Real-time business intelligence is going mainstream, thanks in part to the Storm and Spark open source projects. Here’s how to choose between them.
The idea of real-time business intelligence has been around for a while (see the Wikipedia page on the topic begun in 2006). But while people have been talking about the idea for years, I haven’t seen many enterprises actually embrace the vision, much less realize the benefits it enables.
At least part of the reason has been the lack of tooling for implementing BI and analytics in real time. Traditional data-warehousing environments were heavily oriented toward batch operations with extremely high latencies, were incredibly expensive, or both.
A number of powerful, easy-to-use open source platforms have emerged to change this. Two of the most notable ones are Apache Storm and Apache Spark, which offer real-time processing capabilities to a much wider range of potential users. Both are projects within the Apache Software Foundation, and while the two tools provide overlapping capabilities, they each have distinctive features and roles to play.
Storm, a distributed computation framework for event stream processing, began life as a project of BackType, a marketing intelligence company bought by Twitter in 2011. Twitter soon open-sourced the project and put it on GitHub, but Storm ultimately moved to the Apache Incubator and became an Apache top-level project in September 2014.

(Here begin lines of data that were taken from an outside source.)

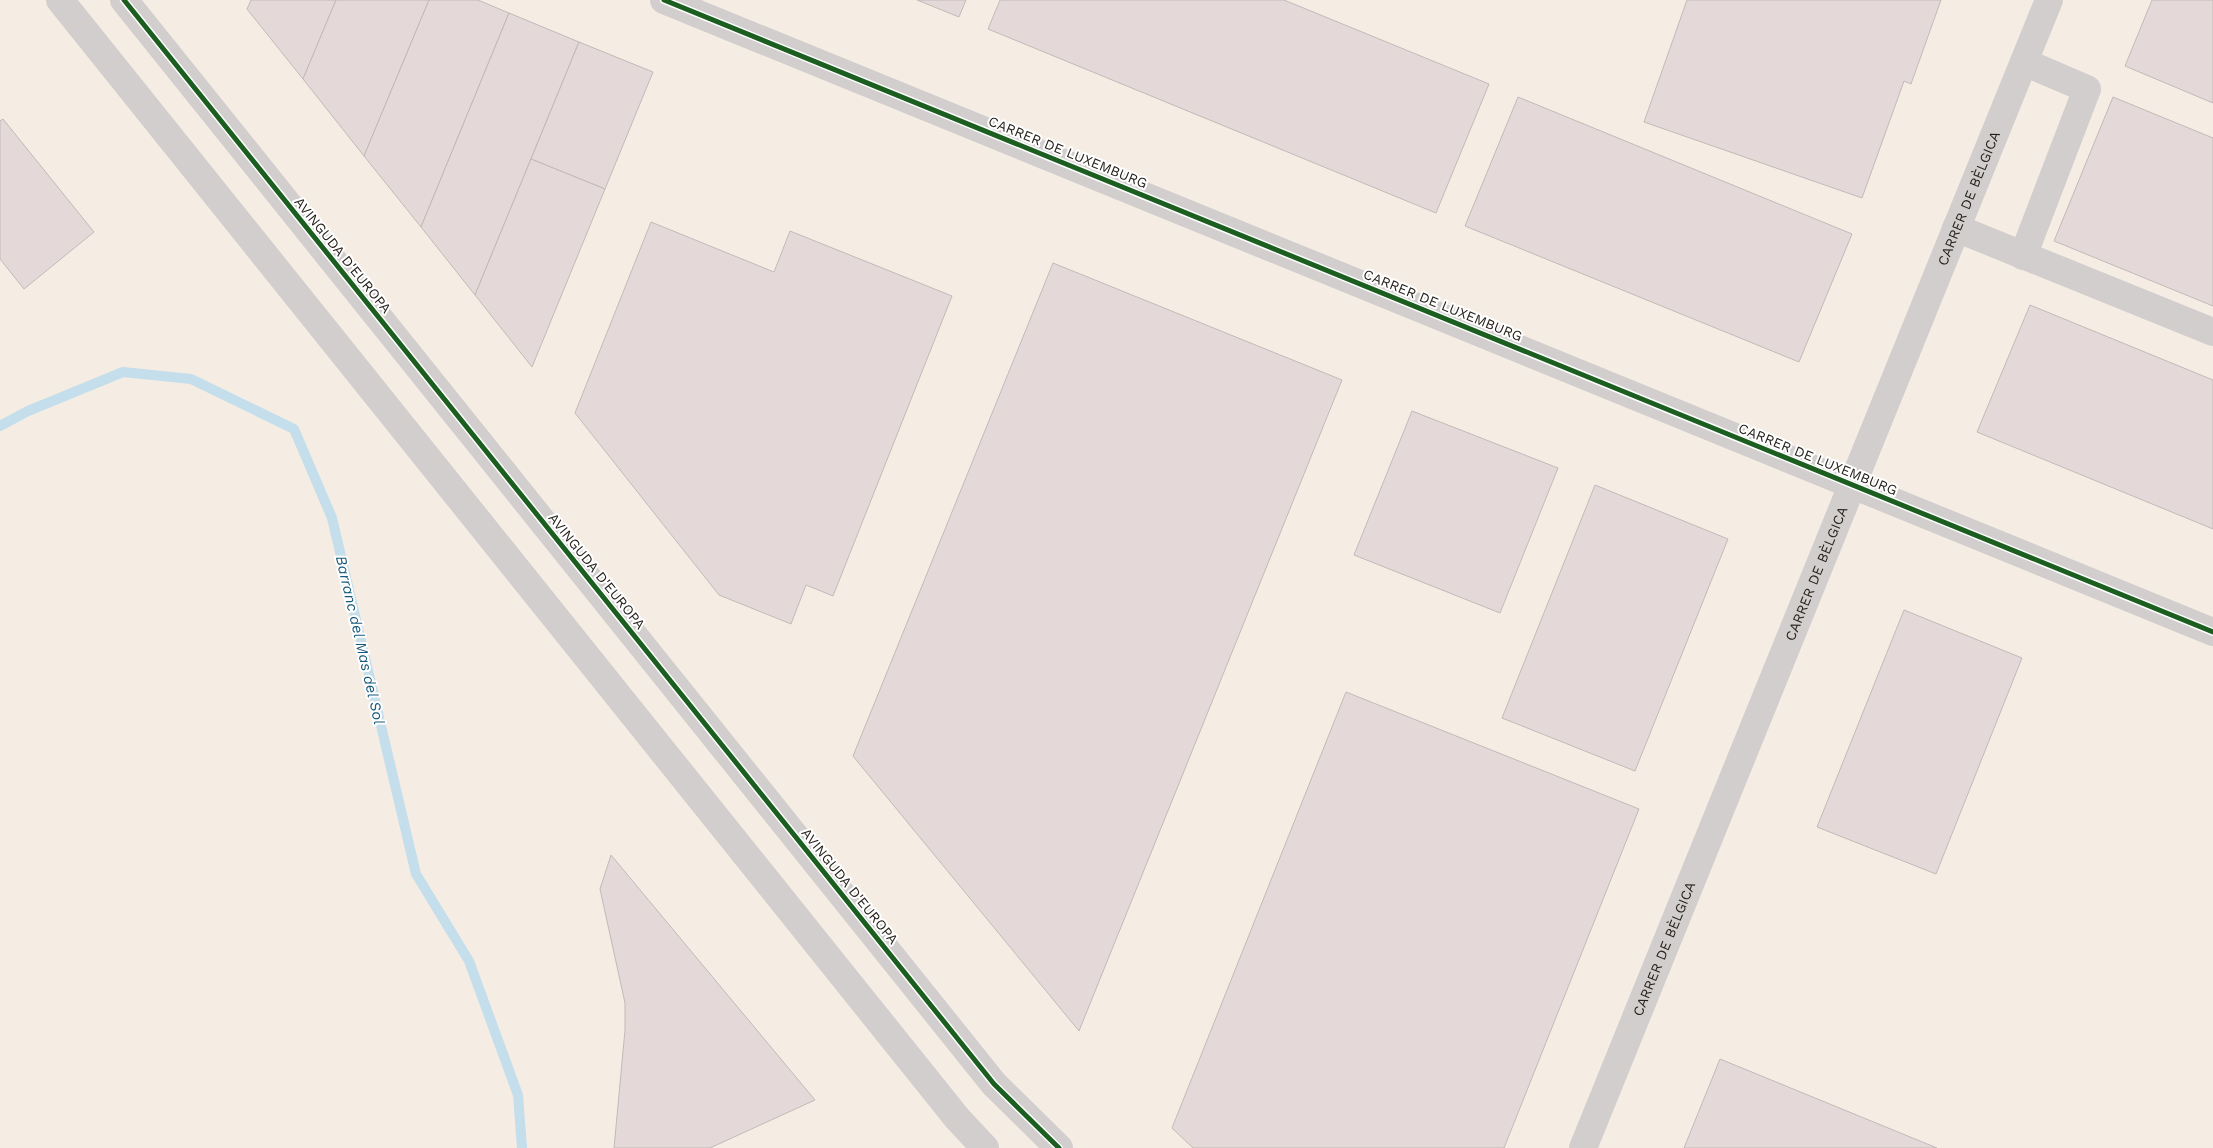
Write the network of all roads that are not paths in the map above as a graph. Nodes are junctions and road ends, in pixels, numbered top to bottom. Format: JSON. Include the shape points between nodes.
{"nodes":[{"id":1,"x":60,"y":0,"type":"edge"},
{"id":2,"x":124,"y":0,"type":"edge"},
{"id":3,"x":664,"y":0,"type":"edge"},
{"id":4,"x":2049,"y":0,"type":"edge"},
{"id":5,"x":2024,"y":62,"type":"junction"},
{"id":6,"x":1956,"y":228,"type":"junction"},
{"id":7,"x":2023,"y":256,"type":"junction"},
{"id":8,"x":2213,"y":332,"type":"edge"},
{"id":9,"x":1852,"y":485,"type":"junction"},
{"id":10,"x":2213,"y":632,"type":"edge"},
{"id":11,"x":985,"y":1148,"type":"edge"},
{"id":12,"x":1059,"y":1148,"type":"edge"},
{"id":13,"x":1583,"y":1148,"type":"edge"}],
"edges":[{"from":1,"to":11,"type":"street","via":[[957,1118]]},
{"from":2,"to":12,"type":"street","name":"AVINGUDA D'EUROPA","via":[[994,1084]]},
{"from":3,"to":9,"type":"street","name":"CARRER DE LUXEMBURG"},
{"from":4,"to":5,"type":"street","name":"CARRER DE BÈLGICA"},
{"from":5,"to":6,"type":"street","name":"CARRER DE BÈLGICA"},
{"from":5,"to":7,"type":"street","via":[[2087,89]]},
{"from":6,"to":7,"type":"street"},
{"from":6,"to":9,"type":"street","name":"CARRER DE BÈLGICA"},
{"from":7,"to":8,"type":"street"},
{"from":9,"to":10,"type":"street","name":"CARRER DE LUXEMBURG"},
{"from":9,"to":13,"type":"street","name":"CARRER DE BÈLGICA"}]}
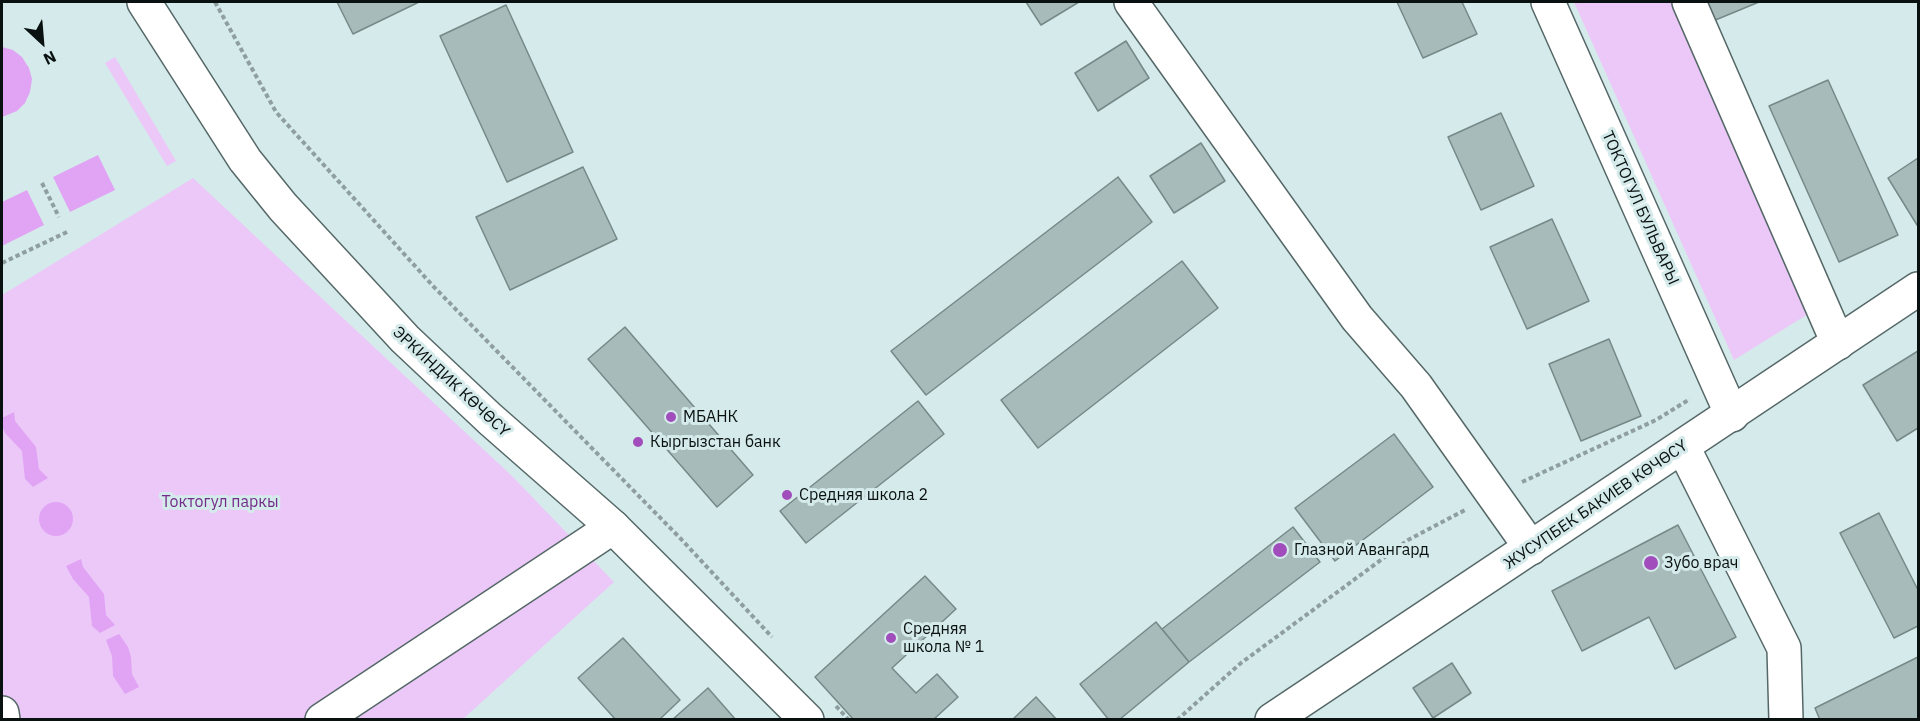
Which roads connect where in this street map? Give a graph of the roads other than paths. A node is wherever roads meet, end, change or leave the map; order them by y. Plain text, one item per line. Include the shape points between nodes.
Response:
1 (144, 2) edge
2 (1131, 2) edge
3 (1548, 2) edge
4 (1689, 2) edge
5 (1918, 290) edge
6 (1838, 343) junction
7 (1732, 415) junction
8 (1683, 447) junction
9 (613, 527) junction
10 (1531, 548) junction
11 (820, 711) edge
12 (2, 713) edge
13 (3, 720) edge
14 (321, 720) edge
15 (1272, 720) edge
16 (1786, 720) edge

1 - 9 main road, ЭРКИНДИК КӨЧӨСҮ via 245,160 283,207 405,339
2 - 10 main road via 1357,318 1416,386
3 - 7 main road, ТОКТОГУЛ БУЛЬВАРЫ
4 - 6 main road
5 - 6 main road, ЖУСУПБЕК БАКИЕВ КӨЧӨСҮ
6 - 7 main road, ЖУСУПБЕК БАКИЕВ КӨЧӨСҮ
7 - 8 main road, ЖУСУПБЕК БАКИЕВ КӨЧӨСҮ
8 - 10 main road, ЖУСУПБЕК БАКИЕВ КӨЧӨСҮ
8 - 16 main road via 1784,648
9 - 11 main road, ЭРКИНДИК КӨЧӨСҮ
9 - 14 main road
10 - 15 main road, ЖУСУПБЕК БАКИЕВ КӨЧӨСҮ
12 - 13 main road

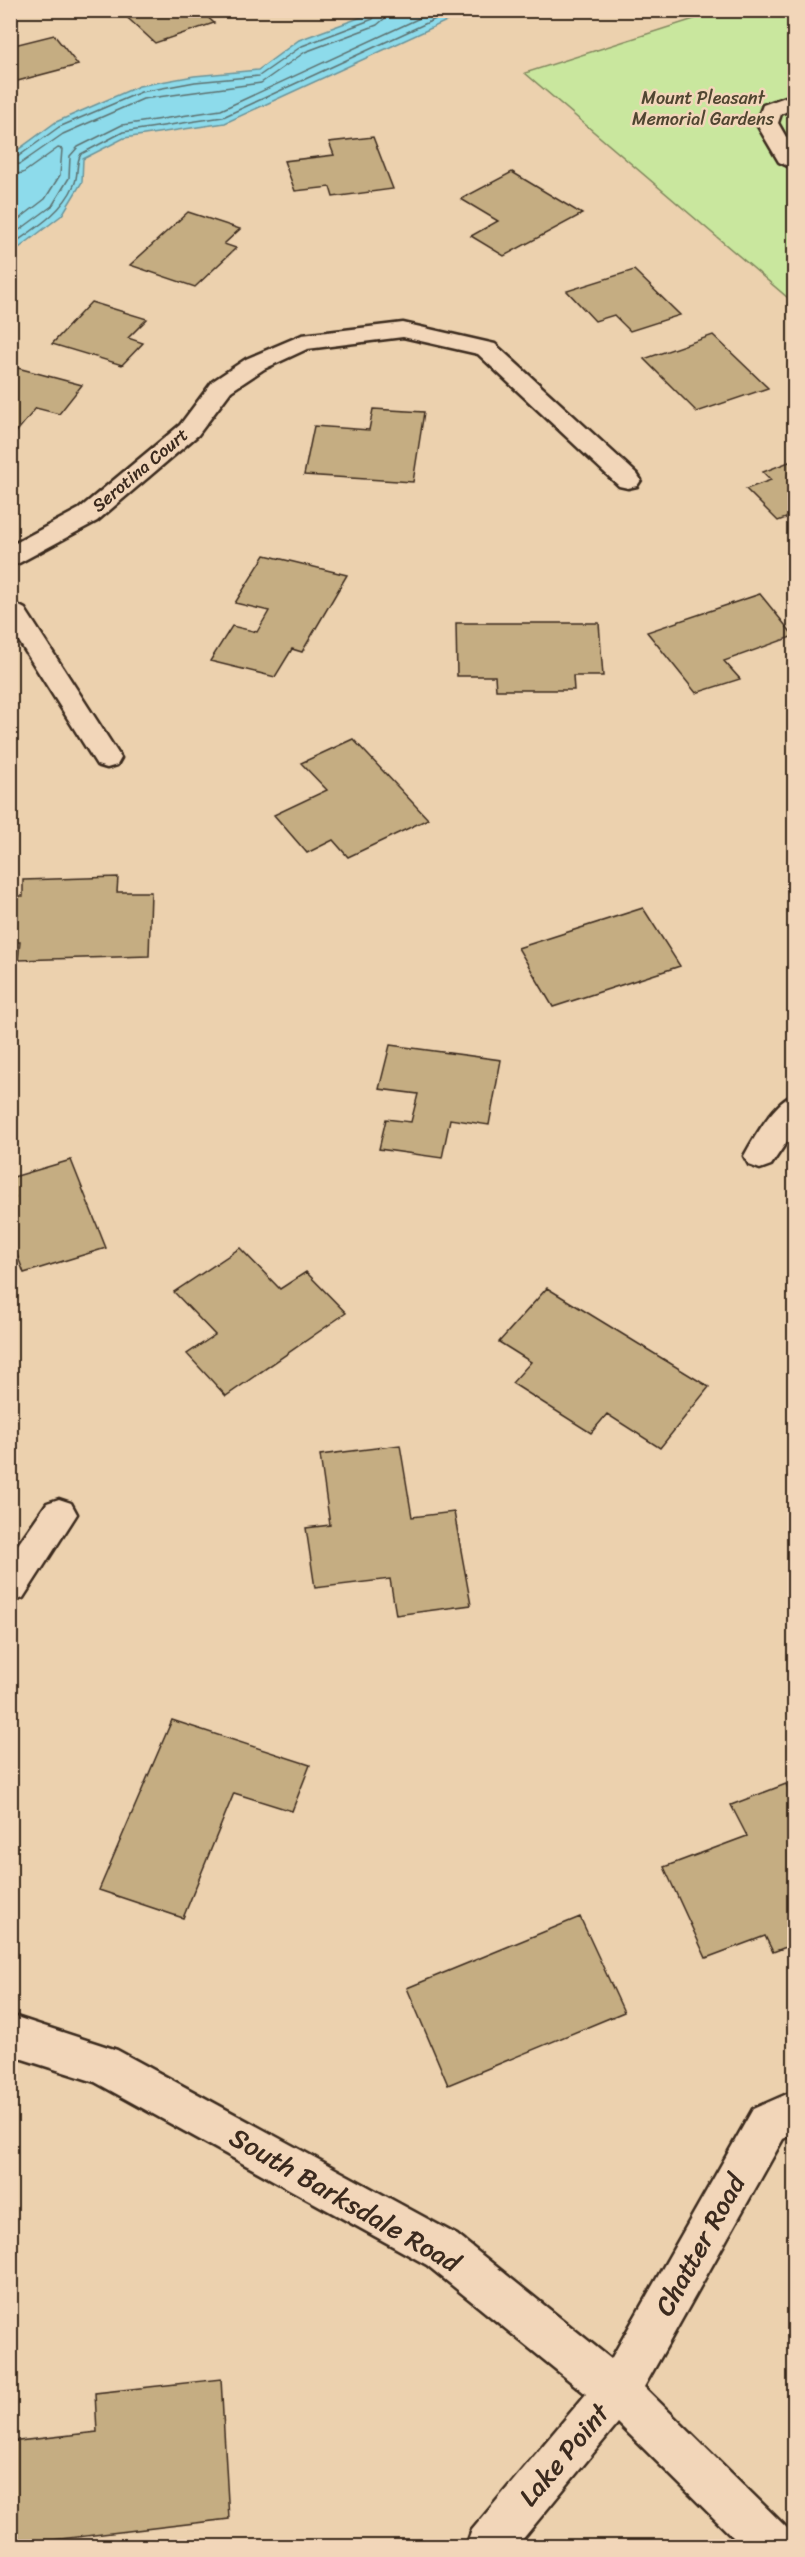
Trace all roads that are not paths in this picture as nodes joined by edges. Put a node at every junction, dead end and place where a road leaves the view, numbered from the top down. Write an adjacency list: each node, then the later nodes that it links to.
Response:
1 (795, 101): 2 (street)
2 (795, 162)
3 (628, 480): 4 (street, Serotina Court)
4 (10, 557)
5 (10, 610): 6 (street)
6 (107, 758)
7 (795, 1107): 8 (street)
8 (760, 1156)
9 (59, 1514): 10 (street)
10 (10, 1587)
11 (10, 2035): 13 (street, South Barksdale Road)
12 (795, 2111): 13 (street, Chatter Road)
13 (617, 2391): 14 (street, Lake Point); 15 (street, South Barksdale Road)
14 (488, 2547)
15 (773, 2547)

Storm has sometimes been referred to as the Hadoop of real-time processing. The Storm documentation appears to agree: “Storm makes it easy to reliably process unbounded streams of data, doing for realtime processing what Hadoop did for batch processing.”
To meet this end, Storm is designed for massive scalability, supports fault-tolerance with a “fail fast, auto restart” approach to processes, and offers a strong guarantee that every tuple will be processed. Storm defaults to an “at least once” guarantee for messages, but offers the ability to implement “exactly once” processing as well.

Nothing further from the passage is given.